Material shown Start Marker

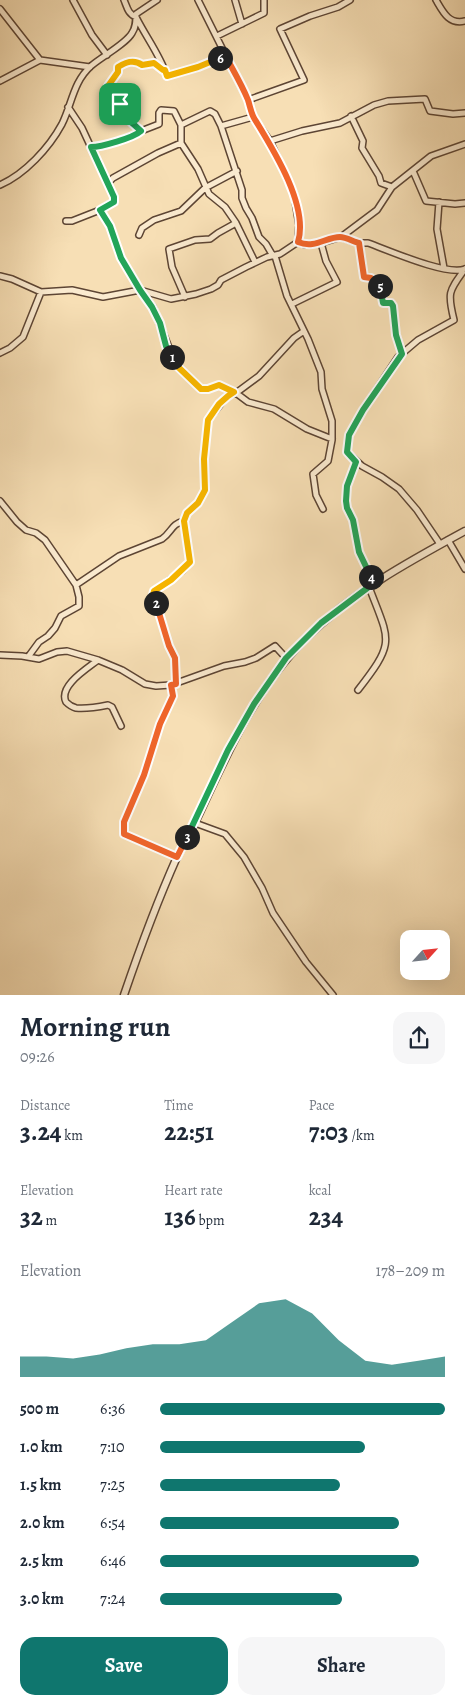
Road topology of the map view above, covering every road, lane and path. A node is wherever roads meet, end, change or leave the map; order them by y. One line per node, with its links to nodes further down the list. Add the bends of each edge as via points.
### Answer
1 (74, 0): 14 (street)
2 (124, 0): 10 (street, via 128,11)
3 (157, 0): 10 (street)
4 (198, 0): 13 (street)
5 (235, 0): 12 (street)
6 (264, 0): 12 (street, via 264,13)
7 (350, 0): 20 (street, via 280,29 304,80)
8 (436, 0): 11 (street, via 451,20)
9 (0, 10): 16 (street)
10 (136, 17): 14 (street, via 127,40); 18 (street)
11 (465, 21)
12 (242, 24): 13 (street)
13 (217, 36): 15 (street)
14 (107, 55): 17 (street)
15 (225, 55): 18 (street, via 167,76); 20 (street)
16 (40, 60): 17 (street); 19 (street)
17 (90, 67): 21 (street, via 76,85)
18 (165, 70): 27 (street, via 154,63 127,63 118,67 108,86 131,122)
19 (0, 81)
20 (248, 100): 24 (street)
21 (68, 107): 31 (street); 35 (street, via 62,124 44,150)
22 (465, 113): 23 (street, via 430,111 425,99 414,99 381,103)
23 (351, 116): 28 (street, via 340,123); 36 (street, via 363,140 362,148 381,183)
24 (253, 117): 26 (street); 28 (street)
25 (181, 125): 26 (street, via 210,111); 27 (street, via 174,111 161,110 159,124); 29 (street)
26 (221, 126): 33 (street)
27 (141, 131): 31 (street)
28 (270, 141): 45 (street, via 294,194)
29 (181, 143): 34 (street); 37 (street)
30 (465, 144): 32 (street, via 431,156)
31 (91, 147): 34 (street)
32 (413, 170): 36 (street); 38 (street, via 426,201)
33 (236, 171): 37 (street); 48 (street, via 246,208 259,237)
34 (108, 183): 40 (street, via 114,202)
35 (0, 185)
36 (392, 187): 44 (street, via 377,210)
37 (205, 188): 42 (street); 43 (street, via 181,211 154,220 142,228)
38 (439, 202): 39 (street); 50 (street, via 437,229)
39 (465, 204)
40 (100, 210): 41 (street); 53 (street, via 110,226 121,258)
41 (66, 221)
42 (236, 223): 49 (street); 55 (street, via 210,239 195,240 169,249 172,266)
43 (139, 235)
44 (341, 237): 46 (street); 47 (street)
45 (298, 242): 46 (street, via 304,245); 48 (street)
46 (321, 243): 56 (street, via 337,282)
47 (359, 243): 50 (street, via 368,243); 59 (street, via 364,277 371,278 380,286 383,303 393,306)
48 (274, 256): 49 (street); 56 (street)
49 (255, 262): 55 (street, via 211,289)
50 (444, 268): 51 (street)
51 (465, 269): 59 (street, via 451,288 454,320 418,340)
52 (0, 276): 54 (street)
53 (140, 290): 54 (street, via 103,297 72,290); 55 (street, via 171,299); 60 (street, via 152,307 174,363 201,389 219,385)
54 (41, 292): 58 (street, via 23,337)
55 (185, 297)
56 (292, 304): 57 (street)
57 (304, 331): 60 (street, via 258,376); 61 (street, via 321,372 322,389 332,421)
58 (0, 353)
59 (402, 354): 62 (street, via 349,435 347,452)
60 (235, 392): 61 (street, via 248,402 274,409 307,429); 65 (street, via 219,404 208,420 205,490)
61 (332, 439): 64 (street, via 328,461 314,474 316,495)
62 (356, 462): 68 (street, via 399,489); 71 (street, via 347,486 346,501)
63 (0, 501): 70 (street, via 26,530 44,540)
64 (323, 509)
65 (184, 521): 70 (street, via 175,523 162,539 118,556); 76 (street, via 190,562 153,595 175,658)
66 (465, 531): 67 (street)
67 (448, 540): 68 (street); 69 (street)
68 (440, 544): 71 (street)
69 (465, 569)
70 (76, 585): 73 (street, via 79,606 61,616 55,628)
71 (371, 585): 74 (street, via 321,623); 77 (street, via 387,641 379,664)
72 (0, 656): 73 (street)
73 (28, 657): 75 (street, via 39,659 67,651)
74 (286, 658): 76 (street, via 274,646 256,658); 79 (street, via 254,704 228,750)
75 (98, 660): 76 (street, via 144,684); 78 (street, via 68,686 65,700 74,708 108,705)
76 (174, 684): 80 (street, via 173,696 124,822 124,834)
77 (358, 690)
78 (121, 726)
79 (195, 823): 80 (street); 82 (street, via 225,834 244,857 277,919 306,962)
80 (177, 857): 81 (street)
81 (124, 995)
82 (334, 995)

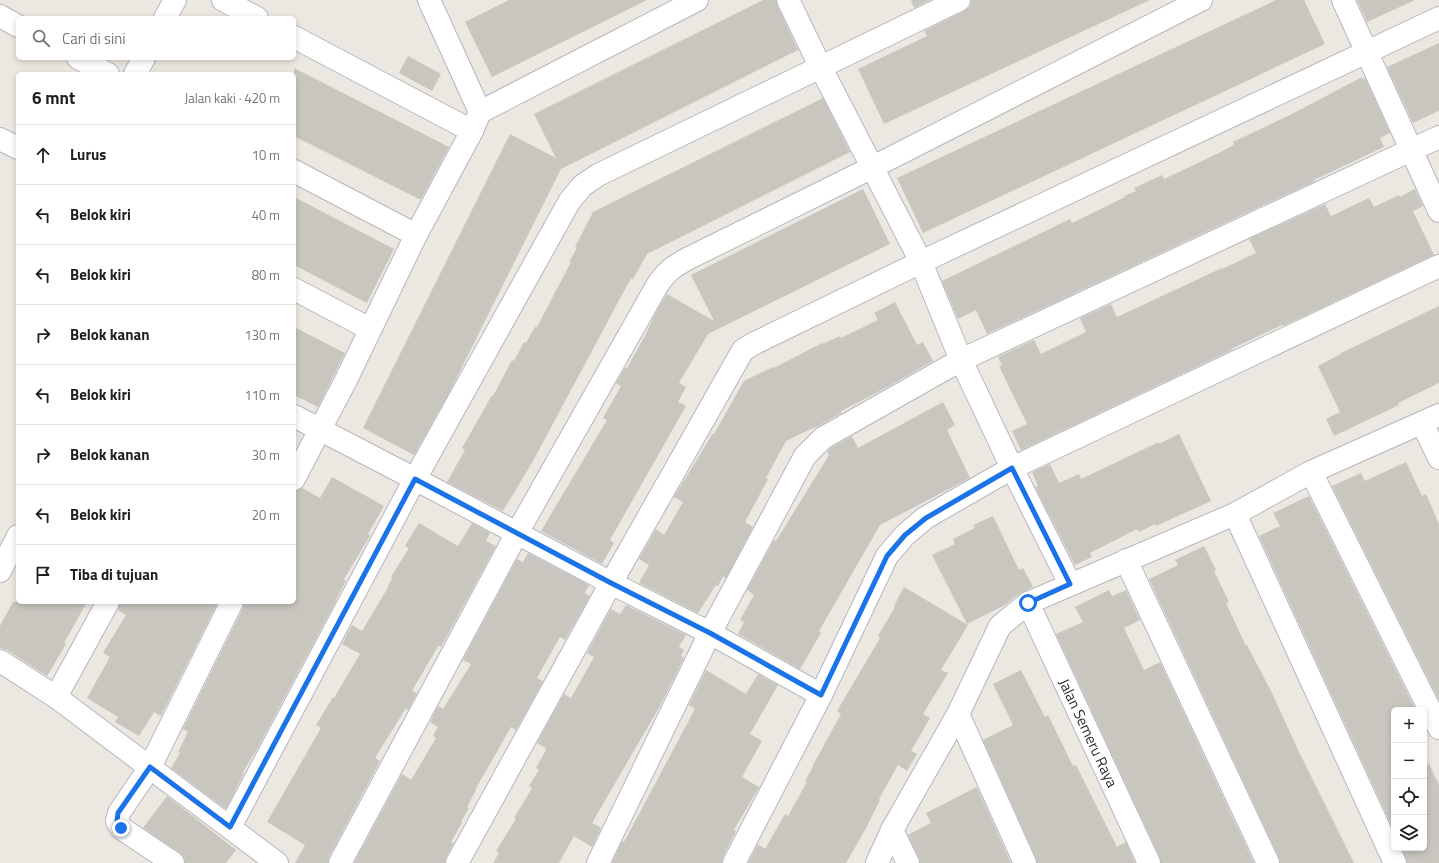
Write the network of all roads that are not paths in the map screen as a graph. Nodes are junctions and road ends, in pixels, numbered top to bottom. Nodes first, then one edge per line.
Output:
1 (175, 0) edge
2 (223, 0) edge
3 (429, 0) edge
4 (697, 0) edge
5 (788, 0) edge
6 (959, 0) edge
7 (1201, 0) edge
8 (1343, 0) edge
9 (0, 16) edge
10 (166, 16) edge
11 (253, 16) edge
12 (1439, 18) edge
13 (16, 25) edge
14 (296, 38) edge
15 (1366, 52) junction
16 (82, 60) edge
17 (143, 60) edge
18 (820, 66) junction
19 (104, 72) edge
20 (136, 72) edge
21 (476, 121) junction
22 (1439, 137) edge
23 (0, 139) edge
24 (16, 147) edge
25 (1412, 150) junction
26 (873, 167) junction
27 (296, 172) edge
28 (1439, 211) edge
29 (416, 235) junction
30 (921, 262) junction
31 (1439, 266) edge
32 (296, 291) edge
33 (370, 329) junction
34 (961, 360) junction
35 (296, 417) edge
36 (1431, 419) edge
37 (319, 430) junction
38 (1439, 458) edge
39 (1012, 468) junction
40 (1311, 472) junction
41 (296, 475) edge
42 (415, 479) junction
43 (1235, 514) junction
44 (516, 533) junction
45 (16, 540) edge
46 (1126, 560) junction
47 (0, 570) edge
48 (611, 583) junction
49 (1070, 584) junction
50 (1028, 603) junction
51 (107, 604) edge
52 (231, 604) edge
53 (710, 633) junction
54 (0, 661) edge
55 (821, 695) junction
56 (56, 697) junction
57 (958, 714) junction
58 (1439, 728) edge
59 (150, 767) junction
60 (230, 827) junction
61 (892, 830) junction
62 (173, 863) edge
63 (277, 863) edge
64 (340, 863) edge
65 (457, 863) edge
66 (598, 863) edge
67 (734, 863) edge
68 (877, 863) edge
69 (908, 863) edge
70 (1026, 863) edge
71 (1149, 863) edge
72 (1268, 863) edge
73 (1395, 863) edge

1 - 10 street
2 - 11 street
3 - 21 street
4 - 21 street
5 - 18 street
6 - 18 street
7 - 26 street
8 - 15 street
9 - 13 street
12 - 15 street
14 - 21 street
15 - 25 street
15 - 30 street
16 - 19 street
17 - 20 street
18 - 26 street
18 - 42 street
21 - 29 street
22 - 25 street
23 - 24 street
25 - 28 street
25 - 34 street
26 - 30 street
26 - 44 street
27 - 29 street
29 - 33 street
30 - 34 street
30 - 48 street
31 - 39 street
32 - 33 street
33 - 37 street
34 - 39 street
34 - 53 street
35 - 37 street
36 - 38 street
36 - 40 street
37 - 41 street
37 - 42 street
39 - 49 street
39 - 55 street
40 - 43 street
40 - 58 street
42 - 44 street
42 - 60 street
43 - 46 street
43 - 73 street
44 - 48 street
44 - 64 street
45 - 47 street
46 - 49 street
46 - 72 street
48 - 53 street
48 - 65 street
49 - 50 street
50 - 57 street
50 - 71 street, Jalan Semeru Raya
51 - 56 street
52 - 59 street
53 - 55 street
53 - 66 street
54 - 56 street
55 - 67 street
56 - 59 street
57 - 61 street
57 - 70 street
59 - 60 street
59 - 62 street
60 - 63 street
61 - 68 street
61 - 69 street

Material shown End Marker

# Task goal
Write out all the records exactly, omitting the images.

# Response box
Road topology of the map view above, covering every road, lane and path. A node is wherever roads meet, end, change or leave the map; order them by y. One line per node, with its links to nodes further down the list. Add the bends of each edge as via points.
### Answer
1 (74, 0): 14 (street)
2 (124, 0): 10 (street, via 128,11)
3 (157, 0): 10 (street)
4 (198, 0): 13 (street)
5 (235, 0): 12 (street)
6 (264, 0): 12 (street, via 264,13)
7 (350, 0): 20 (street, via 280,29 304,80)
8 (436, 0): 11 (street, via 451,20)
9 (0, 10): 16 (street)
10 (136, 17): 14 (street, via 127,40); 18 (street)
11 (465, 21)
12 (242, 24): 13 (street)
13 (217, 36): 15 (street)
14 (107, 55): 17 (street)
15 (225, 55): 18 (street, via 167,76); 20 (street)
16 (40, 60): 17 (street); 19 (street)
17 (90, 67): 21 (street, via 76,85)
18 (165, 70): 27 (street, via 154,63 127,63 118,67 108,86 131,122)
19 (0, 81)
20 (248, 100): 24 (street)
21 (68, 107): 31 (street); 35 (street, via 62,124 44,150)
22 (465, 113): 23 (street, via 430,111 425,99 414,99 381,103)
23 (351, 116): 28 (street, via 340,123); 36 (street, via 363,140 362,148 381,183)
24 (253, 117): 26 (street); 28 (street)
25 (181, 125): 26 (street, via 210,111); 27 (street, via 174,111 161,110 159,124); 29 (street)
26 (221, 126): 33 (street)
27 (141, 131): 31 (street)
28 (270, 141): 45 (street, via 294,194)
29 (181, 143): 34 (street); 37 (street)
30 (465, 144): 32 (street, via 431,156)
31 (91, 147): 34 (street)
32 (413, 170): 36 (street); 38 (street, via 426,201)
33 (236, 171): 37 (street); 48 (street, via 246,208 259,237)
34 (108, 183): 40 (street, via 114,202)
35 (0, 185)
36 (392, 187): 44 (street, via 377,210)
37 (205, 188): 42 (street); 43 (street, via 181,211 154,220 142,228)
38 (439, 202): 39 (street); 50 (street, via 437,229)
39 (465, 204)
40 (100, 210): 41 (street); 53 (street, via 110,226 121,258)
41 (66, 221)
42 (236, 223): 49 (street); 55 (street, via 210,239 195,240 169,249 172,266)
43 (139, 235)
44 (341, 237): 46 (street); 47 (street)
45 (298, 242): 46 (street, via 304,245); 48 (street)
46 (321, 243): 56 (street, via 337,282)
47 (359, 243): 50 (street, via 368,243); 59 (street, via 364,277 371,278 380,286 383,303 393,306)
48 (274, 256): 49 (street); 56 (street)
49 (255, 262): 55 (street, via 211,289)
50 (444, 268): 51 (street)
51 (465, 269): 59 (street, via 451,288 454,320 418,340)
52 (0, 276): 54 (street)
53 (140, 290): 54 (street, via 103,297 72,290); 55 (street, via 171,299); 60 (street, via 152,307 174,363 201,389 219,385)
54 (41, 292): 58 (street, via 23,337)
55 (185, 297)
56 (292, 304): 57 (street)
57 (304, 331): 60 (street, via 258,376); 61 (street, via 321,372 322,389 332,421)
58 (0, 353)
59 (402, 354): 62 (street, via 349,435 347,452)
60 (235, 392): 61 (street, via 248,402 274,409 307,429); 65 (street, via 219,404 208,420 205,490)
61 (332, 439): 64 (street, via 328,461 314,474 316,495)
62 (356, 462): 68 (street, via 399,489); 71 (street, via 347,486 346,501)
63 (0, 501): 70 (street, via 26,530 44,540)
64 (323, 509)
65 (184, 521): 70 (street, via 175,523 162,539 118,556); 76 (street, via 190,562 153,595 175,658)
66 (465, 531): 67 (street)
67 (448, 540): 68 (street); 69 (street)
68 (440, 544): 71 (street)
69 (465, 569)
70 (76, 585): 73 (street, via 79,606 61,616 55,628)
71 (371, 585): 74 (street, via 321,623); 77 (street, via 387,641 379,664)
72 (0, 656): 73 (street)
73 (28, 657): 75 (street, via 39,659 67,651)
74 (286, 658): 76 (street, via 274,646 256,658); 79 (street, via 254,704 228,750)
75 (98, 660): 76 (street, via 144,684); 78 (street, via 68,686 65,700 74,708 108,705)
76 (174, 684): 80 (street, via 173,696 124,822 124,834)
77 (358, 690)
78 (121, 726)
79 (195, 823): 80 (street); 82 (street, via 225,834 244,857 277,919 306,962)
80 (177, 857): 81 (street)
81 (124, 995)
82 (334, 995)

Write the network of all roads that are not paths in the map screen as a graph. Nodes are junctions and road ends, in pixels, numbered top to bottom. Nodes first, then one edge per line.
Output:
1 (175, 0) edge
2 (223, 0) edge
3 (429, 0) edge
4 (697, 0) edge
5 (788, 0) edge
6 (959, 0) edge
7 (1201, 0) edge
8 (1343, 0) edge
9 (0, 16) edge
10 (166, 16) edge
11 (253, 16) edge
12 (1439, 18) edge
13 (16, 25) edge
14 (296, 38) edge
15 (1366, 52) junction
16 (82, 60) edge
17 (143, 60) edge
18 (820, 66) junction
19 (104, 72) edge
20 (136, 72) edge
21 (476, 121) junction
22 (1439, 137) edge
23 (0, 139) edge
24 (16, 147) edge
25 (1412, 150) junction
26 (873, 167) junction
27 (296, 172) edge
28 (1439, 211) edge
29 (416, 235) junction
30 (921, 262) junction
31 (1439, 266) edge
32 (296, 291) edge
33 (370, 329) junction
34 (961, 360) junction
35 (296, 417) edge
36 (1431, 419) edge
37 (319, 430) junction
38 (1439, 458) edge
39 (1012, 468) junction
40 (1311, 472) junction
41 (296, 475) edge
42 (415, 479) junction
43 (1235, 514) junction
44 (516, 533) junction
45 (16, 540) edge
46 (1126, 560) junction
47 (0, 570) edge
48 (611, 583) junction
49 (1070, 584) junction
50 (1028, 603) junction
51 (107, 604) edge
52 (231, 604) edge
53 (710, 633) junction
54 (0, 661) edge
55 (821, 695) junction
56 (56, 697) junction
57 (958, 714) junction
58 (1439, 728) edge
59 (150, 767) junction
60 (230, 827) junction
61 (892, 830) junction
62 (173, 863) edge
63 (277, 863) edge
64 (340, 863) edge
65 (457, 863) edge
66 (598, 863) edge
67 (734, 863) edge
68 (877, 863) edge
69 (908, 863) edge
70 (1026, 863) edge
71 (1149, 863) edge
72 (1268, 863) edge
73 (1395, 863) edge

1 - 10 street
2 - 11 street
3 - 21 street
4 - 21 street
5 - 18 street
6 - 18 street
7 - 26 street
8 - 15 street
9 - 13 street
12 - 15 street
14 - 21 street
15 - 25 street
15 - 30 street
16 - 19 street
17 - 20 street
18 - 26 street
18 - 42 street
21 - 29 street
22 - 25 street
23 - 24 street
25 - 28 street
25 - 34 street
26 - 30 street
26 - 44 street
27 - 29 street
29 - 33 street
30 - 34 street
30 - 48 street
31 - 39 street
32 - 33 street
33 - 37 street
34 - 39 street
34 - 53 street
35 - 37 street
36 - 38 street
36 - 40 street
37 - 41 street
37 - 42 street
39 - 49 street
39 - 55 street
40 - 43 street
40 - 58 street
42 - 44 street
42 - 60 street
43 - 46 street
43 - 73 street
44 - 48 street
44 - 64 street
45 - 47 street
46 - 49 street
46 - 72 street
48 - 53 street
48 - 65 street
49 - 50 street
50 - 57 street
50 - 71 street, Jalan Semeru Raya
51 - 56 street
52 - 59 street
53 - 55 street
53 - 66 street
54 - 56 street
55 - 67 street
56 - 59 street
57 - 61 street
57 - 70 street
59 - 60 street
59 - 62 street
60 - 63 street
61 - 68 street
61 - 69 street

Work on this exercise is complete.